The Jerusalem-born Avital, who lives in New York with her American husband and their two children, returns to Israel periodically to appear in Israeli productions. Quite early in her career she costarred in a movie with a young, charismatic television personality with jet-black hair and a muscular physique by the name of Yair Lapid, and exchanged an on-screen kiss with him. Her costar is now white-haired, and the cameras before which he appears belong to photojournalists. Before he became a politician, Lapid was known for frequenting night clubs and dancing on the tables.
■ THE BEGIN symposium marking the 30th anniversary of the death of prime minister Menachem Begin will be held on Sunday and Monday, March 13-14, on which occasion John Charles Hagee, senior pastor of Hagee Ministries and chairman of Christians United for Israel, will be honored with the Menachem Begin Support of Israel Award, in appreciation of his decades of friendship and support for the State of Israel.
Hagee regularly promotes Israel through radio and television broadcasts, social media platforms and at public gatherings.
Oddly, the former prime minister’s son, MK Bennie Begin, is not listed among the speakers at the symposium, who include past and present figures from the Left as well as the Right. Among them is Dan Meridor, who was one of Begin’s cabinet secretaries.
Although the program lists former Supreme Court justice Elyakim Rubinstein among the participants, he is not listed among the speakers, though of all the names on the list, other than that of Meridor, who from childhood knew Begin, it was Rubinstein who knew Begin best, and who, as legal adviser to the Foreign Ministry, was a member of Begin’s delegation in the US in 1978 when he made peace with Egypt’s president Anwar Sadat.
The main topics of the symposium will be the rise in global antisemitism and how to fight it; anti-Zionism and the new antisemitism; and, of course, the teachings of Begin and Ze’ev Jabotinsky.
■ THERE HAVE been several occasions lately when train services in different parts of the country were disrupted and even canceled. But one essential train service that has been in the offing for decades is still waiting to be constructed. It’s hard to believe that there is no train service to Israel’s best-known tourist destination of Eilat, especially as this year marks the 130th anniversary of the inauguration, under Ottoman rule, of the first railway link between Jaffa and Jerusalem.
In 1915, the railway got as far Beersheba, with extensions to Sinai and Gaza. With the defeat of the Ottoman administration by the British, the railway was taken over by the Mandatory Administration in 1920. The British completed a military railway line from Haifa to Beirut in 1942. In 1949, the Israel Railway was established, and in 1953 it began reconstructing lines that been damaged and at the same time began constructing new lines – but it never got as far south as Eilat.

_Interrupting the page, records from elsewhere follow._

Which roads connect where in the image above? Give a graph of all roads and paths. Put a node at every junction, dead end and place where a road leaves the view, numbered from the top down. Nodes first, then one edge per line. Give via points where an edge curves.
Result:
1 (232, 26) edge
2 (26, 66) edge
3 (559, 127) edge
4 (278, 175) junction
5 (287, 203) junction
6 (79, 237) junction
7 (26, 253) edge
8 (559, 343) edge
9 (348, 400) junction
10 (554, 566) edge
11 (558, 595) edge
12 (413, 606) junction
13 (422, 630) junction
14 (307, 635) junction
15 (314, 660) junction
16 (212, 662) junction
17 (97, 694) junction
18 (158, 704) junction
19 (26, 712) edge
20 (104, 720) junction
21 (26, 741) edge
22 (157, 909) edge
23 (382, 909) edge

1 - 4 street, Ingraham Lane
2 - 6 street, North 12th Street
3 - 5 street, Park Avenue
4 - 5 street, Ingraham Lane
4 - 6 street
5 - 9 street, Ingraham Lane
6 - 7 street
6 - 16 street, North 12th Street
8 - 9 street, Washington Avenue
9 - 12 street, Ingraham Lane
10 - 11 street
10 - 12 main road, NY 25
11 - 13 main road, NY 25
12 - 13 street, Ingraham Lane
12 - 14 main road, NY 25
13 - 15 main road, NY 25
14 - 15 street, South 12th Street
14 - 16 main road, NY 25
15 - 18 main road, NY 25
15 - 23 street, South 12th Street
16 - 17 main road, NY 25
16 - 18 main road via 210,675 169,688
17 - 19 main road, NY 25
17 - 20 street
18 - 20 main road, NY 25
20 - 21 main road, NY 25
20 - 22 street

During the 10 years in which Israel Katz was transportation minister, he was determined to create a national rail link that would enable people from anywhere in the country to travel anywhere by train, in order to cut down on travel time and to have less traffic on the roads. He made considerable progress toward the realization of that ambition, but did not follow through to its completion.
The ball is now in the court of Merav Michaeli, but before she can even begin to think about Eilat, she has to find an alternative to the south Tel Aviv bus terminal, which is supposedly being evacuated in some two years’ time, with the aim of gentrifying the neighborhood.